I have the most difficulty when I need to introduce a new setting or situation. This is usually, but not always, at the beginning of a chapter or scene. I have an idea of what is there, but it’s all intellectual, not visual. And if I can’t see it, I can’t describe it. If I just say, “A man came up to me,” what do you see? Not much. If I say, “A tall man, well dressed, rather pale, and with an anxious expression came up to me,” now you can see him. (I’d have to revise that a few times to make it work in the context.)
The difficulty comes when I’m too concerned with moving the story forward to spend much time on settings, situations, characters, sometimes even actions in early drafts. If on a second draft I correct for text, for grammar, for logic, I eventually realize that no matter how well written it is, I still can’t see it. It’s still just a man — a silhouette as it were.
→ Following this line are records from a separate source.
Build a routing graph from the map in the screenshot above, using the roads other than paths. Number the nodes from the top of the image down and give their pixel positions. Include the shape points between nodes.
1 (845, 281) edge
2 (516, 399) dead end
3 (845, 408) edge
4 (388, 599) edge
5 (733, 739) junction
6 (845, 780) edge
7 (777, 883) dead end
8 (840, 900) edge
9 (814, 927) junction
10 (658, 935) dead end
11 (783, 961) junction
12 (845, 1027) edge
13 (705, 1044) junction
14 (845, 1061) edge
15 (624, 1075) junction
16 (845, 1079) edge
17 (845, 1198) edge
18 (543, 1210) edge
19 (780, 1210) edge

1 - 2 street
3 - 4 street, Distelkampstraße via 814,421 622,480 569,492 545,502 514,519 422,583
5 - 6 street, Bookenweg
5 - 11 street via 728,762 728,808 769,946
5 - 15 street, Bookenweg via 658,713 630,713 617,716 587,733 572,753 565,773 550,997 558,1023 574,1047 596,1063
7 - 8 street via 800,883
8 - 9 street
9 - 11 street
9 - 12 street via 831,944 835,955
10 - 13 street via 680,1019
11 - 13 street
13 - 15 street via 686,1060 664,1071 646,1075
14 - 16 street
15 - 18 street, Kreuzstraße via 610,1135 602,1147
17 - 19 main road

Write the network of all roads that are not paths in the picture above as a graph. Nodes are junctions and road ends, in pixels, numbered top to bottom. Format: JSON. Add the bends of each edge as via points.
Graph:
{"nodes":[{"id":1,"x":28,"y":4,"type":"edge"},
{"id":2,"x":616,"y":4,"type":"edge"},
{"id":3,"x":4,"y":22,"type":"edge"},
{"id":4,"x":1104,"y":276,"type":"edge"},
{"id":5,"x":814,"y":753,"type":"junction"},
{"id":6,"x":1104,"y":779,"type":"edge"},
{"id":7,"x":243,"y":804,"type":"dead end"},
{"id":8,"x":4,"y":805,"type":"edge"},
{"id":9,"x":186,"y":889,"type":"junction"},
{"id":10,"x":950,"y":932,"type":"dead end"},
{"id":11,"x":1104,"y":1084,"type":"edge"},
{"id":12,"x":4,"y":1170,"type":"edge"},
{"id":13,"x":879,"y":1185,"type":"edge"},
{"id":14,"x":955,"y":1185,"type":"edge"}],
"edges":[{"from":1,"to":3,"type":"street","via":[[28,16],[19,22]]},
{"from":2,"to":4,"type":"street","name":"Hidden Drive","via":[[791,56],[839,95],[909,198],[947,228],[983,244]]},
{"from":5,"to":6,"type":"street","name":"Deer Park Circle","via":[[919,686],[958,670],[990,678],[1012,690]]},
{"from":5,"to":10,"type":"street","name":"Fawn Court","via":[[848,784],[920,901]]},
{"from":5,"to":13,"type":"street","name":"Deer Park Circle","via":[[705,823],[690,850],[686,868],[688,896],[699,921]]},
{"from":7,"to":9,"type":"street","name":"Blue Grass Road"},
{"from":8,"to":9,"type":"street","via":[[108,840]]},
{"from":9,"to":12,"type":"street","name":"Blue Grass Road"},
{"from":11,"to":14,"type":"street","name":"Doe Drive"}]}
Especially if the setting, the place, the situation, is complicated, involving character action and reaction. It can take me a long time to figure out what things look like, sound like, feel like, smell like — to describe what really is there, not what I just think is there. So I take the twenty minutes, or two hours, or however long I need to make the setting, a paragraph perhaps no larger than the first one above, sensorial rather than intellectual. If I can’t see it, then you can’t see it, and it’s so easy then for a reader to just drop out of the story.
There is a real difference between what I know in my mind, and what I experience with my senses. I don’t want to be outside the story, looking in. I want to be inside the story, experiencing it. For me, it’s worth the effort.